* [What is needed]
Would you go through the records below and copy each line with the string "dead"?

* [Information supplied]
★ ★ ★

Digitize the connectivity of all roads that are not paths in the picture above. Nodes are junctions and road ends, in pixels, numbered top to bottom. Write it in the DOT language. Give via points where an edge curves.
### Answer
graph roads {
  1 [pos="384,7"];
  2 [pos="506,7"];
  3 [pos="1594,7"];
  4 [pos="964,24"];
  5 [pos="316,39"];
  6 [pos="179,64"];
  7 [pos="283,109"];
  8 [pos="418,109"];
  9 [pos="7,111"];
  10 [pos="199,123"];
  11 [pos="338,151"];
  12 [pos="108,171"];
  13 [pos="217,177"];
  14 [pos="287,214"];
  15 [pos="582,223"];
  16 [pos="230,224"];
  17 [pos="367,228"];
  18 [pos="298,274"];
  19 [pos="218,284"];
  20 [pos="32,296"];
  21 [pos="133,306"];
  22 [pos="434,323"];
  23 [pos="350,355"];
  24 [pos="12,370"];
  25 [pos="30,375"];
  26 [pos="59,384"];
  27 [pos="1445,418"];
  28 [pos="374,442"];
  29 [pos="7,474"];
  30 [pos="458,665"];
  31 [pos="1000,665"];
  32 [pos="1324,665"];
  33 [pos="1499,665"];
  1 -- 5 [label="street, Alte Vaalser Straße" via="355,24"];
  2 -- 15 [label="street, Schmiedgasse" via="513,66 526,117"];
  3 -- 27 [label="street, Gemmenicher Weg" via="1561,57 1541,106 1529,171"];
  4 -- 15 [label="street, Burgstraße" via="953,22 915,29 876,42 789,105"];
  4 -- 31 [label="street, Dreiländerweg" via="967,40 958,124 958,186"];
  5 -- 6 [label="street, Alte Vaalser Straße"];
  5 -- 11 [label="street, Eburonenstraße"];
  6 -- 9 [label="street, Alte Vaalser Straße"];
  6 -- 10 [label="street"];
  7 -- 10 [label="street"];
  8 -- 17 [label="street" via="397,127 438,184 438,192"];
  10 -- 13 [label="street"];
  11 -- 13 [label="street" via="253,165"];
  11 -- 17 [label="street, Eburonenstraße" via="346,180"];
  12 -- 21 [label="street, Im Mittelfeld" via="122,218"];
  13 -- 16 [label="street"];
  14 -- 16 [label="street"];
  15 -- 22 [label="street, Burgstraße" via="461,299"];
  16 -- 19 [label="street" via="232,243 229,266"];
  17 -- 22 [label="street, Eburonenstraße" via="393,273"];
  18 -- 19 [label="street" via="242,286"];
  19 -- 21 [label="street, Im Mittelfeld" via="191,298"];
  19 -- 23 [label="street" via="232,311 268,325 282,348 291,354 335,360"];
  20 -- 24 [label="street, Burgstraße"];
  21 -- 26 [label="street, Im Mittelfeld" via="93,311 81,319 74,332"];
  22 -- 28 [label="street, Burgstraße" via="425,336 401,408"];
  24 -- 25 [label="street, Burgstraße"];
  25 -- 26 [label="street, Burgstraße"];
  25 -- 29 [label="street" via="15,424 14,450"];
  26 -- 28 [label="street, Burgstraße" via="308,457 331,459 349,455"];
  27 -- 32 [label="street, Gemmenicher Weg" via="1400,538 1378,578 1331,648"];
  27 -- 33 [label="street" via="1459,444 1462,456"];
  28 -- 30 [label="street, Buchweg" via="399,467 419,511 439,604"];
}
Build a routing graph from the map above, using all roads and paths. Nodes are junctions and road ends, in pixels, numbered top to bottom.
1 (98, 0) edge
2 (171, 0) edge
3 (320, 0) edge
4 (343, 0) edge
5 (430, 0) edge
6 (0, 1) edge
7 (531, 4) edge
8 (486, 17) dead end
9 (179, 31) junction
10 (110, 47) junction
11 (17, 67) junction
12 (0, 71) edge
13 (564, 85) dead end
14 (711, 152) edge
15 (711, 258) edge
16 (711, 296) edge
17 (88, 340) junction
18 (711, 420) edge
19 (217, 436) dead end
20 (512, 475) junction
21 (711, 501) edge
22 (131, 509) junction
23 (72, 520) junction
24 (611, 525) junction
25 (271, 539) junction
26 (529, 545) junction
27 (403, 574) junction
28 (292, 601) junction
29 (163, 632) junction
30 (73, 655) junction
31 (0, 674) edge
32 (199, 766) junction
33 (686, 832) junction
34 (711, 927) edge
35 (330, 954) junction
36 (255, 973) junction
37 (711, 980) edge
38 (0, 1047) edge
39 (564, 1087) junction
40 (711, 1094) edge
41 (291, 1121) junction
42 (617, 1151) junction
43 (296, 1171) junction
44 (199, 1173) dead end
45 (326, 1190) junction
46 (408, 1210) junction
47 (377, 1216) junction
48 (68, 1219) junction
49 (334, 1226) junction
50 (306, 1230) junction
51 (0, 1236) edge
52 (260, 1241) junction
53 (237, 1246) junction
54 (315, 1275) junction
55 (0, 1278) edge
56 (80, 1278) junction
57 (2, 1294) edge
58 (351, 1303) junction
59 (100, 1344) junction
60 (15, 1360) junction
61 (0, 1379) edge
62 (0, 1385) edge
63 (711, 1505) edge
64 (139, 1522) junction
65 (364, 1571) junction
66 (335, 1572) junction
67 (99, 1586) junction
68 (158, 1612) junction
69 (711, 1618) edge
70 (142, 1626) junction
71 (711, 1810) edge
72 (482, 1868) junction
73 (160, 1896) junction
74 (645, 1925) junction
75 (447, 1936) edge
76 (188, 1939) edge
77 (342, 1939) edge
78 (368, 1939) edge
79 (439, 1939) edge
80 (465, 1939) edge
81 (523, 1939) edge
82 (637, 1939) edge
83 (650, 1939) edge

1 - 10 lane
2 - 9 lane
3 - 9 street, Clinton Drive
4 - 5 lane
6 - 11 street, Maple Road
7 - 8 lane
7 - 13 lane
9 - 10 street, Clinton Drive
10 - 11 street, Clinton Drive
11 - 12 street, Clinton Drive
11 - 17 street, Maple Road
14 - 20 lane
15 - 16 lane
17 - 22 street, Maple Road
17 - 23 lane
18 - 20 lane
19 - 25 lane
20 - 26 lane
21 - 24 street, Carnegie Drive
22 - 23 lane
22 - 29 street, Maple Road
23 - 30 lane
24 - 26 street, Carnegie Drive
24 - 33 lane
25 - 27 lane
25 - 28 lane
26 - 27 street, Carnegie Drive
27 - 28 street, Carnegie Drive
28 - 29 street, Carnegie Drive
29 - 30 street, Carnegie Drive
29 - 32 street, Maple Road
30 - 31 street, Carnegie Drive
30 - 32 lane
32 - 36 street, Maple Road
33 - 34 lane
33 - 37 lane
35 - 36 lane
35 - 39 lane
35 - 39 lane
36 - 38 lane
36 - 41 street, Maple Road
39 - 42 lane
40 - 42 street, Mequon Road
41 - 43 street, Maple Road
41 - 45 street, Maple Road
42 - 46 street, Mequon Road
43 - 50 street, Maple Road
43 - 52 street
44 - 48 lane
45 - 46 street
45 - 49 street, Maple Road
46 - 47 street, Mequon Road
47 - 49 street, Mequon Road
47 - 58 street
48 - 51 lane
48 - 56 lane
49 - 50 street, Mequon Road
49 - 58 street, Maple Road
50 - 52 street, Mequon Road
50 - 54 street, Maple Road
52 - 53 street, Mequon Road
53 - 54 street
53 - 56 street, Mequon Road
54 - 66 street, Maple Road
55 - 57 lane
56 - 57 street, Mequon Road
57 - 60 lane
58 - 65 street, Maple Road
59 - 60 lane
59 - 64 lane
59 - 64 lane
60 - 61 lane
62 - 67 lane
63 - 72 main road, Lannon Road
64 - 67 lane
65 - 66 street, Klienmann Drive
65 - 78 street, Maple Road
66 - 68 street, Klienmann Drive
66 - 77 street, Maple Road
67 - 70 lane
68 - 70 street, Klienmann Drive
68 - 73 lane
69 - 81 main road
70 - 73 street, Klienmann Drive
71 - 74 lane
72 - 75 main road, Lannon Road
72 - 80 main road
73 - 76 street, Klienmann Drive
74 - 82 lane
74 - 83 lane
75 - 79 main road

★ ★ ★

* [Exercise result]
8 (486, 17) dead end
13 (564, 85) dead end
19 (217, 436) dead end
44 (199, 1173) dead end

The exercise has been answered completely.